La Cour affirme tout d’abord, au paragraphe 74 de l’arrêt commenté, qu’une nouvelle demande de protection internationale ne saurait être qualifiée de « demande ultérieure » et donc être rejetée comme étant irrecevable que si elle a été présentée après qu’une décision finale a été prise sur la demande antérieure. Si aucune décision finale n’a été prise, elle ne pourra pas être déclarée irrecevable, même si une précédente demande avait été introduite antérieurement dans un autre État membre.
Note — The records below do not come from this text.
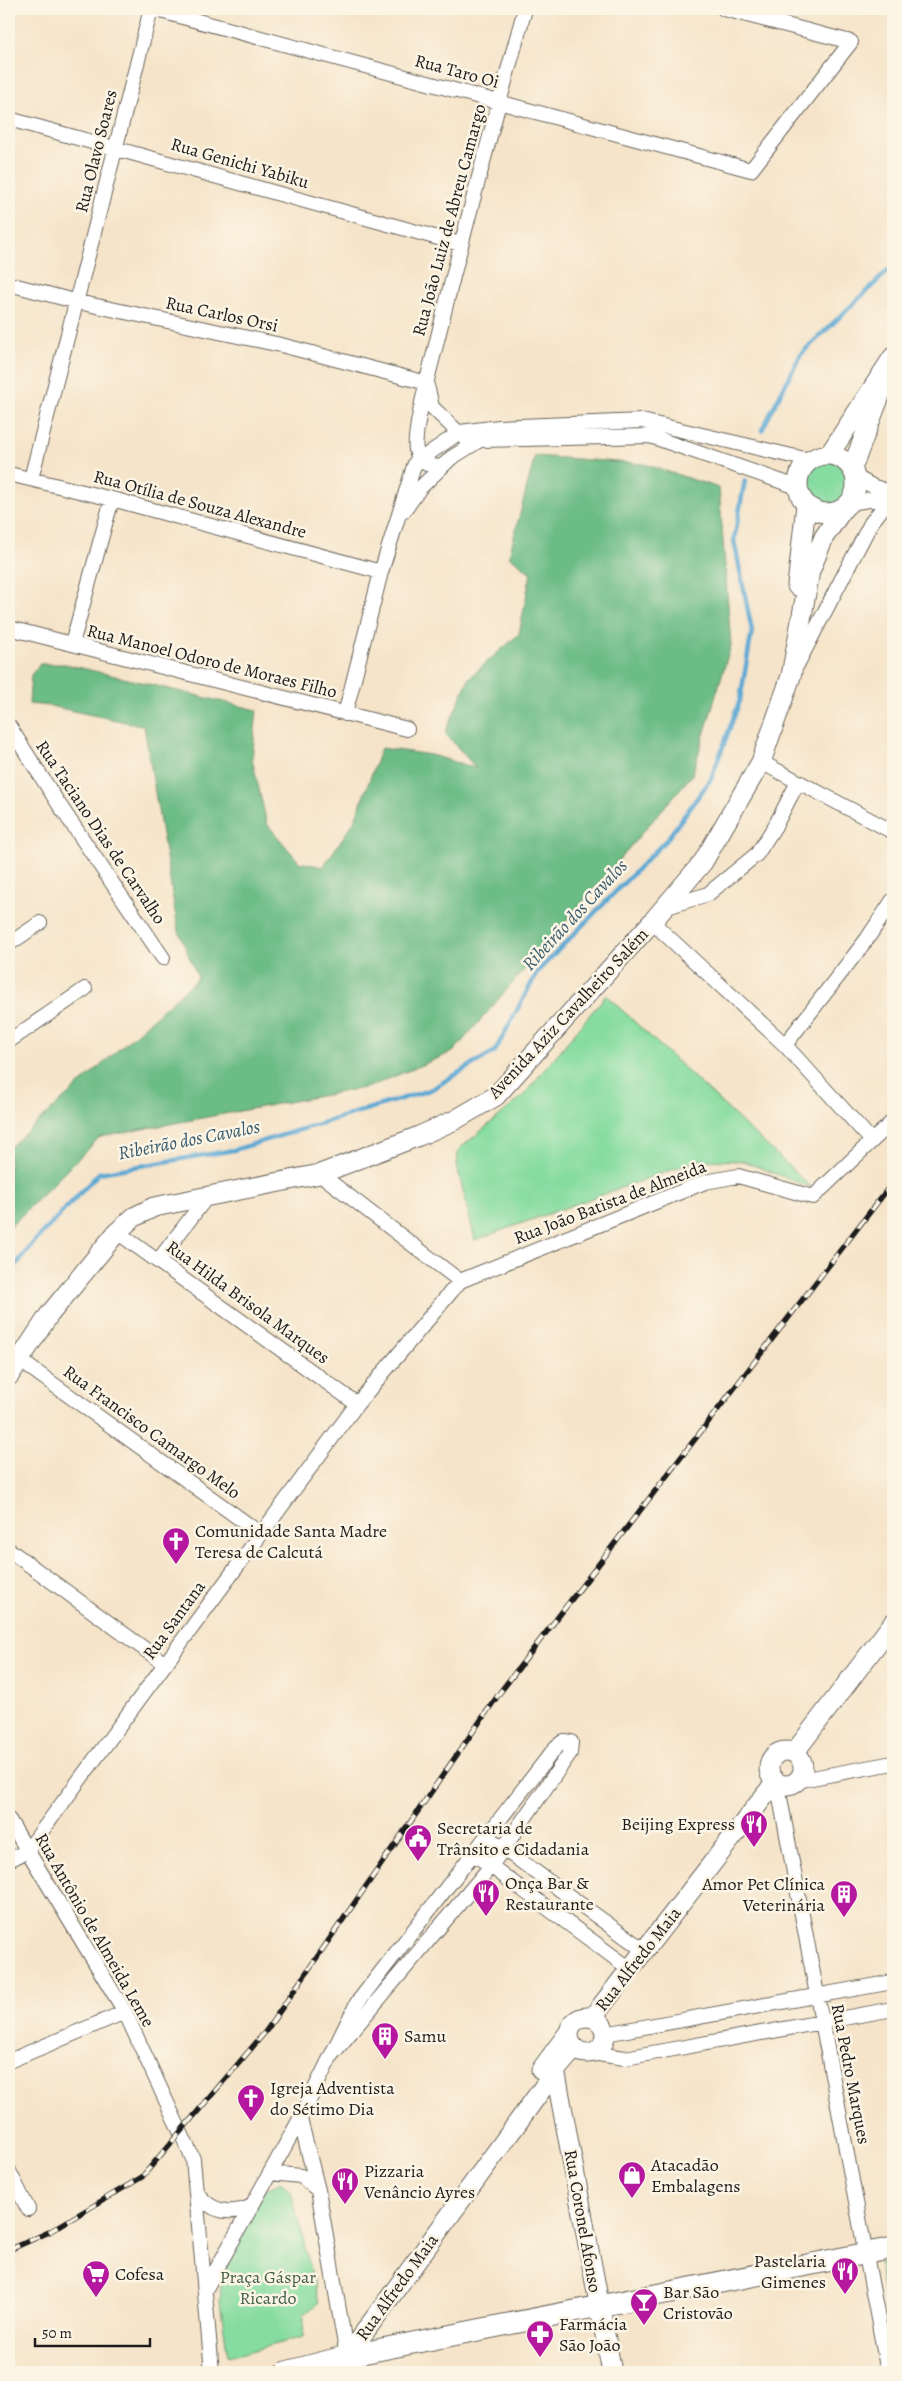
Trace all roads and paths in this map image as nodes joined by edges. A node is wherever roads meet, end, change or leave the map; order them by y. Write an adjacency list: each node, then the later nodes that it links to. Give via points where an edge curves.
1 (152, 9): 4 (street, Rua Taro Oi); 6 (street, Rua Olavo Soares)
2 (524, 9): 4 (street, Rua João Luiz de Abreu Camargo)
3 (724, 9): 4 (street, Rua Taro Oi, via 851,42 751,170)
4 (499, 102): 7 (street, Rua João Luiz de Abreu Camargo)
5 (9, 119): 6 (street, Rua Genichi Yabiku)
6 (116, 148): 7 (street, Rua Genichi Yabiku); 9 (street, Rua Olavo Soares)
7 (460, 244): 12 (street, Rua João Luiz de Abreu Camargo)
8 (9, 284): 9 (street, Rua Carlos Orsi)
9 (78, 302): 12 (street, Rua Carlos Orsi, via 281,345); 21 (street, Rua Olavo Soares)
10 (893, 357): 15 (main road)
11 (893, 362): 19 (main road)
12 (427, 383): 13 (street, Rua João Luiz de Abreu Camargo, via 432,407); 16 (street, Rua João Luiz de Abreu Camargo, via 415,448)
13 (460, 432): 14 (street); 16 (street); 17 (street, via 642,420)
14 (463, 449): 18 (street, Rua João Luiz de Abreu Camargo); 22 (street, Rua João Luiz de Abreu Camargo, via 480,440 650,436)
15 (829, 455): 17 (main road); 19 (main road, via 846,462)
16 (419, 459): 18 (street, via 427,465); 27 (street, Rua João Luiz de Abreu Camargo)
17 (809, 460): 22 (main road, via 798,477)
18 (446, 463): 27 (street, Rua João Luiz de Abreu Camargo, via 420,488)
19 (854, 473): 23 (street, via 874,488); 26 (main road, via 855,495)
20 (9, 474): 21 (street, Rua Otília de Souza Alexandre)
21 (31, 479): 24 (street, Rua Otília de Souza Alexandre)
22 (798, 487): 25 (main road)
23 (892, 495): 26 (street); 31 (street, via 871,523)
24 (112, 499): 28 (street, Rua Otília de Souza Alexandre); 30 (street)
25 (806, 505): 26 (main road, via 824,514); 31 (main road, Avenida Aziz Cavalheiro Salém)
26 (846, 506): 31 (main road, Avenida Aziz Cavalheiro Salém, via 824,537 810,571)
27 (396, 521): 28 (street, Rua João Luiz de Abreu Camargo)
28 (381, 572): 32 (street, Rua João Luiz de Abreu Camargo)
29 (9, 628): 30 (street, Rua Manoel Odoro de Moraes Filho)
30 (72, 644): 32 (street, Rua Manoel Odoro de Moraes Filho)
31 (789, 682): 35 (main road, Avenida Aziz Cavalheiro Salém)
32 (344, 714): 34 (street, Rua Manoel Odoro de Moraes Filho)
33 (9, 726): 42 (street, Rua Taciano Dias de Carvalho)
34 (407, 729)
35 (761, 762): 36 (street); 39 (main road, Avenida Aziz Cavalheiro Salém, via 703,862)
36 (798, 782): 37 (street); 39 (street, via 757,854 708,894)
37 (893, 832)
38 (893, 900): 45 (street)
39 (658, 915): 45 (street); 48 (main road, Avenida Aziz Cavalheiro Salém, via 496,1096 419,1136)
40 (40, 923): 41 (street)
41 (9, 944)
42 (163, 958)
43 (85, 989): 44 (street)
44 (9, 1041)
45 (785, 1045): 47 (street)
46 (893, 1121): 47 (street, Rua João Batista de Almeida)
47 (872, 1142): 52 (street, Rua João Batista de Almeida, via 813,1197 738,1176 705,1182)
48 (320, 1174): 49 (main road, Avenida Aziz Cavalheiro Salém); 52 (street)
49 (206, 1198): 50 (main road, Avenida Aziz Cavalheiro Salém, via 154,1207 134,1217); 51 (street)
50 (117, 1232): 51 (street, Rua Hilda Brisola Marques); 53 (main road, Avenida Aziz Cavalheiro Salém, via 49,1315)
51 (158, 1261): 55 (street, Rua Hilda Brisola Marques)
52 (460, 1282): 55 (street, Rua Santana)
53 (21, 1361): 54 (main road, Avenida Aziz Cavalheiro Salém); 56 (street, Rua Francisco Camargo Melo)
54 (9, 1376)
55 (357, 1404): 56 (street, Rua Santana)
56 (261, 1534): 59 (street, Rua Santana)
57 (9, 1550): 59 (street)
58 (893, 1623): 60 (main road)
59 (165, 1664): 66 (street, Rua Santana)
60 (794, 1753): 62 (main road, via 803,1770); 62 (main road, via 780,1752 772,1758 769,1769)
61 (893, 1763): 62 (street)
62 (783, 1782): 70 (main road, Rua Alfredo Maia); 73 (street, Rua Pedro Marques)
63 (9, 1820): 66 (street, Rua Antônio de Almeida Leme)
64 (486, 1836): 65 (street); 65 (street, via 556,1747 564,1741 571,1742 570,1753); 67 (street)
65 (504, 1849): 69 (street); 70 (street)
66 (27, 1851): 68 (street, Rua Santana); 75 (street, Rua Antônio de Almeida Leme)
67 (473, 1853): 69 (street); 80 (street, via 357,2003)
68 (9, 1860)
69 (491, 1866): 71 (street); 80 (street)
70 (645, 1951): 71 (main road, Rua Alfredo Maia)
71 (630, 1969): 76 (main road, Rua Alfredo Maia)
72 (893, 1982): 73 (street)
73 (817, 1996): 77 (street, Rua Pedro Marques); 78 (street)
74 (893, 2009): 77 (street)
75 (125, 2012): 81 (street); 87 (street, Rua Antônio de Almeida Leme, via 187,2145 194,2165)
76 (592, 2018): 78 (main road, via 602,2025); 79 (main road, via 580,2018 575,2022)
77 (822, 2022): 79 (street, via 624,2058); 91 (street, Rua Pedro Marques)
78 (605, 2034): 79 (main road, via 601,2047)
79 (578, 2044): 82 (main road, Rua Alfredo Maia)
80 (335, 2051): 83 (street)
81 (9, 2062)
82 (554, 2062): 93 (main road, Rua Coronel Afonso); 94 (main road, Rua Alfredo Maia, via 501,2145)
83 (300, 2119): 85 (street); 86 (street)
84 (9, 2171): 89 (street)
85 (270, 2173): 86 (street, via 301,2176); 88 (street)
86 (318, 2190): 94 (street)
87 (197, 2193): 88 (street, via 210,2207 220,2211 233,2212); 92 (street, Rua Antônio de Almeida Leme)
88 (252, 2206): 92 (street)
89 (28, 2209)
90 (893, 2248): 91 (main road)
91 (867, 2253): 93 (main road); 98 (street, Rua Pedro Marques)
92 (205, 2290): 95 (street, Rua Antônio de Almeida Leme)
93 (598, 2305): 94 (main road); 97 (main road, Rua Coronel Afonso)
94 (348, 2364): 96 (main road)
95 (212, 2372)
96 (286, 2372)
97 (612, 2372)
98 (888, 2372)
Par ailleurs, la Cour précise l’interprétation de la notion de « demande ultérieure » en cas de retrait implicite d’une première demande de protection internationale introduite dans un autre État membre. Pour rappel, l’article 28, § 1er, alinéa 1er, de la directive Procédure (qui n’a jamais été transposé en droit belge à ce jour) affirme que les États membres peuvent présumer qu’un demandeur d’asile a implicitement retiré sa demande de protection internationale ou y a implicitement renoncé lorsqu’il est établi qu’il a fui ou quitté sans autorisation le lieu où il vivait ou était placé en rétention, ou qu’il n’a pas respecté l’obligation de se présenter régulièrement aux autorités ou d’autres obligations de communication, à moins qu’il ne démontre que cela était dû à des circonstances qui ne lui étaient pas imputables. Le second paragraphe de cet article 28 précise quant à lui que les États membres doivent cependant prévoir un délai minimal de neuf mois après qu’une décision de clôture de l’examen visée au paragraphe 1er a été prise endéans lequel un demandeur qui se présente à nouveau devant l’autorité compétente a le droit de solliciter la réouverture de son dossier ou de présenter une nouvelle demande qui ne pourra pas être déclarée irrecevable. À cet égard, la Cour précise, dans l’arrêt commenté, que si une nouvelle demande présentée après l’adoption d’une décision de clôture de l’examen sur base d’un retrait implicite est aussi susceptible d’être qualifiée de « demande ultérieure », tel ne saurait être le cas si cette nouvelle demande est introduite dans le nouvel État membre au cours du délai endéans lequel le demandeur dispose de la possibilité de solliciter la réouverture de son dossier ou de présenter une nouvelle demande dans le premier État membre (§ 78). En d’autres termes, la Cour précise clairement que la décision prise par un État membre de clore l’examen d’une demande de protection internationale au motif que le demandeur a retiré implicitement sa demande ne saurait être considérée comme une décision « finale » tant que le demandeur dispose de la possibilité, prévue à l’article 28, § 2, de la directive Procédure, de solliciter la réouverture de son dossier. Il faut insister sur le fait que l’avocat général précise clairement, dans ses conclusions (§ 57), que ce délai endéans lequel une demande de réouverture du dossier est possible ne peut pas être inférieur au délai minimal de neuf mois prévu par cette disposition.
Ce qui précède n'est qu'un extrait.